## Task input
__________
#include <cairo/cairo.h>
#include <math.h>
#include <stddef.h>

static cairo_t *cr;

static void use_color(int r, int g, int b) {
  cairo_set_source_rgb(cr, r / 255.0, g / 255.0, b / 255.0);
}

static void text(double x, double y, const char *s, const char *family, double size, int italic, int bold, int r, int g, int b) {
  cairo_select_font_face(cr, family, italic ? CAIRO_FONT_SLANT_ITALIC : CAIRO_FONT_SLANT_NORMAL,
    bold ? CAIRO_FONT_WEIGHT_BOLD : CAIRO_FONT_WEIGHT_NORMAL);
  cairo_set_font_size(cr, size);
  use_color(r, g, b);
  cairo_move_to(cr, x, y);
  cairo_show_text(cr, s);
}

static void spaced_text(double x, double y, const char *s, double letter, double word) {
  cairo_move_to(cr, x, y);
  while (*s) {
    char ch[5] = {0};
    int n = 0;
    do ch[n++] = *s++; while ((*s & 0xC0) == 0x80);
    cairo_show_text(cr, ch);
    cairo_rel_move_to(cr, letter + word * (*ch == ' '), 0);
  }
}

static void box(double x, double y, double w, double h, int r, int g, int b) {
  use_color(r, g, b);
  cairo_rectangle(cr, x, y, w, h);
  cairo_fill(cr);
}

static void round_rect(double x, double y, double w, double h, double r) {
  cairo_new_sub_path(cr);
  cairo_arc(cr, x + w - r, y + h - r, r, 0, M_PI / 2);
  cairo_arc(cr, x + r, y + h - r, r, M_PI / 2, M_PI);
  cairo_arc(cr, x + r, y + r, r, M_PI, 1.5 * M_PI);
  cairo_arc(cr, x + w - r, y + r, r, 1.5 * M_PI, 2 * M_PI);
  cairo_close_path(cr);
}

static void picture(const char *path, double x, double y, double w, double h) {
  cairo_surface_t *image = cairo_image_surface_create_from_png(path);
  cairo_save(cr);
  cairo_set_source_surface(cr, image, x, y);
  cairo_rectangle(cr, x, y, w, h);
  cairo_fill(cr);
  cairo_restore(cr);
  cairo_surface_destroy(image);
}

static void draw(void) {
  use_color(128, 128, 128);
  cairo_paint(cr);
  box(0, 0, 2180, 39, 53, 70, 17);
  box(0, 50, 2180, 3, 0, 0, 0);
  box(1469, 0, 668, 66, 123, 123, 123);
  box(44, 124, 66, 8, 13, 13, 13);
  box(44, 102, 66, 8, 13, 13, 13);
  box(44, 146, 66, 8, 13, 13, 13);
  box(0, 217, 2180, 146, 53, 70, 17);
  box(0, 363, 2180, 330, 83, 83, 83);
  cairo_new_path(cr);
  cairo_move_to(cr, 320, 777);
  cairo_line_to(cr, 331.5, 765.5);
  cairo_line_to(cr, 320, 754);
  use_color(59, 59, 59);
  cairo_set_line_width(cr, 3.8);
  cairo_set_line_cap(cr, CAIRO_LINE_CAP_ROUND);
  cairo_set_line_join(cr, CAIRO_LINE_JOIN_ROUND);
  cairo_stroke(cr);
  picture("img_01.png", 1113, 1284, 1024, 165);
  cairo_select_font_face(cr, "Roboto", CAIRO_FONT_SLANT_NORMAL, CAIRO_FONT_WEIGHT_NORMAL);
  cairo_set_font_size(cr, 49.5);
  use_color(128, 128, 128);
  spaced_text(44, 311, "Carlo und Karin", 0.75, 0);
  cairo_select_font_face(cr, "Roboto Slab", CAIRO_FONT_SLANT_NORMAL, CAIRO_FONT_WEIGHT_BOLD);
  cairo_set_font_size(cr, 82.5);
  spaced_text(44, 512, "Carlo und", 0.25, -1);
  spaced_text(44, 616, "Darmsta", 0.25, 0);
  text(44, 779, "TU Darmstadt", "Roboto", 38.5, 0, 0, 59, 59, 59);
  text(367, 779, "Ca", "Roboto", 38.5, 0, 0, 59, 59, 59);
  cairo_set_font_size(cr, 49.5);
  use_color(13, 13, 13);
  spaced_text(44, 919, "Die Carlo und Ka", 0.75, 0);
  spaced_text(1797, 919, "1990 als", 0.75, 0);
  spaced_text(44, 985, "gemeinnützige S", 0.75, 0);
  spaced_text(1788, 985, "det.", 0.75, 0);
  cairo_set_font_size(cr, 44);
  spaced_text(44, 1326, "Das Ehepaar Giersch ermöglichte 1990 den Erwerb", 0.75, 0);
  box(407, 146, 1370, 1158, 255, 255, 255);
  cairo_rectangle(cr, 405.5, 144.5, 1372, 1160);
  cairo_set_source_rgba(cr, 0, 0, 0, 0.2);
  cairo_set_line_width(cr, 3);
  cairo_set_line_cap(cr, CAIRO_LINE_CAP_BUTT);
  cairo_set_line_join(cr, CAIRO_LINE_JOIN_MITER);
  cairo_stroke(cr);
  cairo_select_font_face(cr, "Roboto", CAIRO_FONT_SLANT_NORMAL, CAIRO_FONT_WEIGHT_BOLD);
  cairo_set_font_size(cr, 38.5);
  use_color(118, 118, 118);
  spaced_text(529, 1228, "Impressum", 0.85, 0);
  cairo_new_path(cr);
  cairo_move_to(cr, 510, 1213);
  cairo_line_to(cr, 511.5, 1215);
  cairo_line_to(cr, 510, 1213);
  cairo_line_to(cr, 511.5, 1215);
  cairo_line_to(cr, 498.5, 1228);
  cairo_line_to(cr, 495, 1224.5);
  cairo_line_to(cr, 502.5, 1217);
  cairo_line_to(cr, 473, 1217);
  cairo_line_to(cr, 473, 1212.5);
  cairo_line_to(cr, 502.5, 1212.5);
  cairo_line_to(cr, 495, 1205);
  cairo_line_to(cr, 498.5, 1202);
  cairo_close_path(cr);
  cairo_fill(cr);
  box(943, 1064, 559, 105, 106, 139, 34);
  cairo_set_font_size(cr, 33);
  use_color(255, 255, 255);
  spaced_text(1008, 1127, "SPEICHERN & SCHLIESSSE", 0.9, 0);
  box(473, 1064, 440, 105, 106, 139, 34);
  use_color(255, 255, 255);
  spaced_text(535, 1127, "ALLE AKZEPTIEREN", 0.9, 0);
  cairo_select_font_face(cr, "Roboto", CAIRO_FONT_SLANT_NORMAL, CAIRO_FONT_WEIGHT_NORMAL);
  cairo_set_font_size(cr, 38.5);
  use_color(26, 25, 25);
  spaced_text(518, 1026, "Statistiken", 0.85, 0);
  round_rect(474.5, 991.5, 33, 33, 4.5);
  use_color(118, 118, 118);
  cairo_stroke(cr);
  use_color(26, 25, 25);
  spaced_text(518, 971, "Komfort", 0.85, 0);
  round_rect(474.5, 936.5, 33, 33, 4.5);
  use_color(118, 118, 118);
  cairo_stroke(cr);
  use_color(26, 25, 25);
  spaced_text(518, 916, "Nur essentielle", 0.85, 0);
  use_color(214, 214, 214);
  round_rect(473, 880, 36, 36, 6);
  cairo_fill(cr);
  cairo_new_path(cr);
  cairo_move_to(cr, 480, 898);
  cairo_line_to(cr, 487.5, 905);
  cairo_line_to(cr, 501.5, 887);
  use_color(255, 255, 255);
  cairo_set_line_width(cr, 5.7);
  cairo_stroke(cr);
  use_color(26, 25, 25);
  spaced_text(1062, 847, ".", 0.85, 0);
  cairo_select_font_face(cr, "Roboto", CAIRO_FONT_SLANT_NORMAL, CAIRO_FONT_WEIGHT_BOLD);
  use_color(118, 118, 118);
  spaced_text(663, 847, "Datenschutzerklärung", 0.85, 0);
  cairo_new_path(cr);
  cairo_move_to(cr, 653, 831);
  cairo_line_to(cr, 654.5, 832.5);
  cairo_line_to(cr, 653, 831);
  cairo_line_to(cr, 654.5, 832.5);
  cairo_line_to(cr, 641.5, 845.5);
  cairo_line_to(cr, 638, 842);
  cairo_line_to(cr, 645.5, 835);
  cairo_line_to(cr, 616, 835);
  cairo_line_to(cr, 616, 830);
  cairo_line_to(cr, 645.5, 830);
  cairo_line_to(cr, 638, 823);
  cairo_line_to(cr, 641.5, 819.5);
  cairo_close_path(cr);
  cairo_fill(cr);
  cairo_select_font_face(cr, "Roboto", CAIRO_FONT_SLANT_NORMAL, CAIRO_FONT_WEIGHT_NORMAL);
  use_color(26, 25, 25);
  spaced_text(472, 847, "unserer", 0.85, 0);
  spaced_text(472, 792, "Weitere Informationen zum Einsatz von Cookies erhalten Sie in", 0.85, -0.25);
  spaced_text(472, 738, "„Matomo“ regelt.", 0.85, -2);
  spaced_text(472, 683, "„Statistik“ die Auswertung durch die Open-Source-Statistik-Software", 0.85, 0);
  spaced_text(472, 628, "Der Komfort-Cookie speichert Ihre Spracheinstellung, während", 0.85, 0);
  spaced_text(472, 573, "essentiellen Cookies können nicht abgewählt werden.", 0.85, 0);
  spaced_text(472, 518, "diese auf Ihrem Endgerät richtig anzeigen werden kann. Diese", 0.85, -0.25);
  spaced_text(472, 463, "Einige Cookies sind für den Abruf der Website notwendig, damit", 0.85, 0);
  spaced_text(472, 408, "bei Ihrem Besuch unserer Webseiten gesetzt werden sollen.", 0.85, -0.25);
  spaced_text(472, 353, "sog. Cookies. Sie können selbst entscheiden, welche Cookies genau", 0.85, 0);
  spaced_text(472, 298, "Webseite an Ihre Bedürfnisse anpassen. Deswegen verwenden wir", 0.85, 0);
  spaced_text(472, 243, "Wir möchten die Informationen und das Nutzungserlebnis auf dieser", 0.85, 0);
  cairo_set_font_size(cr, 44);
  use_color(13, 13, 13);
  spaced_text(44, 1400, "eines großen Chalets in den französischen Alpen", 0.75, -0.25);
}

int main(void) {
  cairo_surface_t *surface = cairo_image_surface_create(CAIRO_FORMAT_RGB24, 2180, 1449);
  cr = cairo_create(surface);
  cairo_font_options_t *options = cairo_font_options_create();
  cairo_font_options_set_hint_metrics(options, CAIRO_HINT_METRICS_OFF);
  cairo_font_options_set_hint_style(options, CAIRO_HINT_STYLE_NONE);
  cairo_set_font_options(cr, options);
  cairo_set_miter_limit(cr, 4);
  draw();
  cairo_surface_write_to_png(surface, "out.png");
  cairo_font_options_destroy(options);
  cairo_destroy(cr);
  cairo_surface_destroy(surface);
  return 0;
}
__________
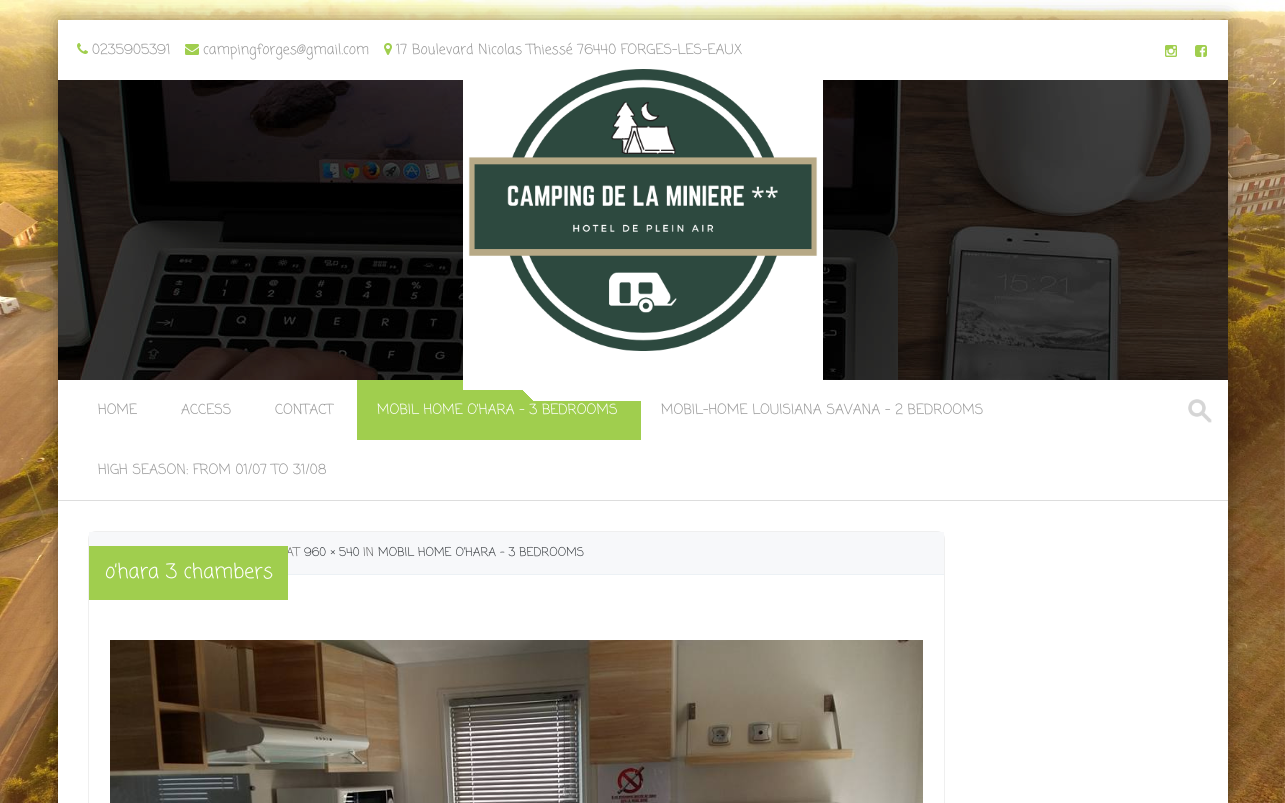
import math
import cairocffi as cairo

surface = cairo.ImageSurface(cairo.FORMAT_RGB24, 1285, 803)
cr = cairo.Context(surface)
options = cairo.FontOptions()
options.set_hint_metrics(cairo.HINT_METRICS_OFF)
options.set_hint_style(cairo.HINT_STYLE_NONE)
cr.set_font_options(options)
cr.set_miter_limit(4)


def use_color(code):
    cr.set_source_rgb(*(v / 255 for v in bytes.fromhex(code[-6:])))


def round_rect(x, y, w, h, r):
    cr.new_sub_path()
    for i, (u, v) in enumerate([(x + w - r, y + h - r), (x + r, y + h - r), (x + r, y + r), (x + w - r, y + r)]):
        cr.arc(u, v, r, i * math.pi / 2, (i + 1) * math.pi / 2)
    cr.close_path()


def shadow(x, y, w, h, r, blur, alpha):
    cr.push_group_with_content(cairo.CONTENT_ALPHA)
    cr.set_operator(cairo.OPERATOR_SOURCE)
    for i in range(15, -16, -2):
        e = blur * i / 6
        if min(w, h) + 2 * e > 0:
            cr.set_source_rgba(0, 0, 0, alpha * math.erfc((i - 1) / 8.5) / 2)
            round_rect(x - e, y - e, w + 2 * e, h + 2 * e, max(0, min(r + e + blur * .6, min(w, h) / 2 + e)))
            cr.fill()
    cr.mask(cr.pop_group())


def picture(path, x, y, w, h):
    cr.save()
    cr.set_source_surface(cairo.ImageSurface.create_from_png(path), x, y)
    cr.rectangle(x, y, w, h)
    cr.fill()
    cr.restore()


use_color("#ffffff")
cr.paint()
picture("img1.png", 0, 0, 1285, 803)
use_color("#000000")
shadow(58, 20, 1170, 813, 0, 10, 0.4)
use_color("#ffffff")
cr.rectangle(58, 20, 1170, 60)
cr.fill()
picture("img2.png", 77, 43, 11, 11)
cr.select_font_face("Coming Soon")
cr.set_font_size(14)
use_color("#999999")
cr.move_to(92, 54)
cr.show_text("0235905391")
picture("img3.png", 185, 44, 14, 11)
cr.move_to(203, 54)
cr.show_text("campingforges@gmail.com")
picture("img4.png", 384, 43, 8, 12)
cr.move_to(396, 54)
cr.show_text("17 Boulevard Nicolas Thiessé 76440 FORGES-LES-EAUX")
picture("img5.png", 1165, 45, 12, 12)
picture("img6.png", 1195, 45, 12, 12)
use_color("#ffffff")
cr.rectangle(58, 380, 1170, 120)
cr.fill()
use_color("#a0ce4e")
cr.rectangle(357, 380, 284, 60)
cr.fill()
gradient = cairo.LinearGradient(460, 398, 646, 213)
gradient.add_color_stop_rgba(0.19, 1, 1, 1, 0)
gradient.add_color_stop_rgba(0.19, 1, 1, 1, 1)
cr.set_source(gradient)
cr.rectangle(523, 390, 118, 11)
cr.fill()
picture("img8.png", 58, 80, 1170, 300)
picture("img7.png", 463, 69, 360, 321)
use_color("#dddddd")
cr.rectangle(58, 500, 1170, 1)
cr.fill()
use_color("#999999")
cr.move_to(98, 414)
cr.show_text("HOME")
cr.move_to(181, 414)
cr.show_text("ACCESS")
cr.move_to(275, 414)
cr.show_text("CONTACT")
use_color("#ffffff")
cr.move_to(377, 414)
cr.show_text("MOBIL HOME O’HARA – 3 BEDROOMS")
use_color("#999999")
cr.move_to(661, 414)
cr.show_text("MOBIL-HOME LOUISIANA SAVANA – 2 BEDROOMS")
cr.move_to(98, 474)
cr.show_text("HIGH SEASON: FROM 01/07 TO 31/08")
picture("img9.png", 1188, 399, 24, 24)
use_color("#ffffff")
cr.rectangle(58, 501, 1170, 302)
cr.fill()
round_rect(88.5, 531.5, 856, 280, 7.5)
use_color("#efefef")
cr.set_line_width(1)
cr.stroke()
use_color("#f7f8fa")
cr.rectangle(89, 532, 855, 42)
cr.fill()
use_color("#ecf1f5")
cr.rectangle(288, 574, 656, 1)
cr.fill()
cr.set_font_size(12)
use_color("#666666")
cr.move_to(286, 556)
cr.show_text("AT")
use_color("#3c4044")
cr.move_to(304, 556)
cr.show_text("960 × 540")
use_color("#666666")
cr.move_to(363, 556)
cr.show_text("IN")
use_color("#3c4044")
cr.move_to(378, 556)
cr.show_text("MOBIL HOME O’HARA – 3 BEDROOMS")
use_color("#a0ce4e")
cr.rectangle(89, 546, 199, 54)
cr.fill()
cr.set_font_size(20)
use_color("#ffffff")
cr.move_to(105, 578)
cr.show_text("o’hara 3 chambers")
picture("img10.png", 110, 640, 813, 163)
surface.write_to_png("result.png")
__________
## Work required
Using the data above, count the lines that include "double" and write the number alone.

## Solution for this task
5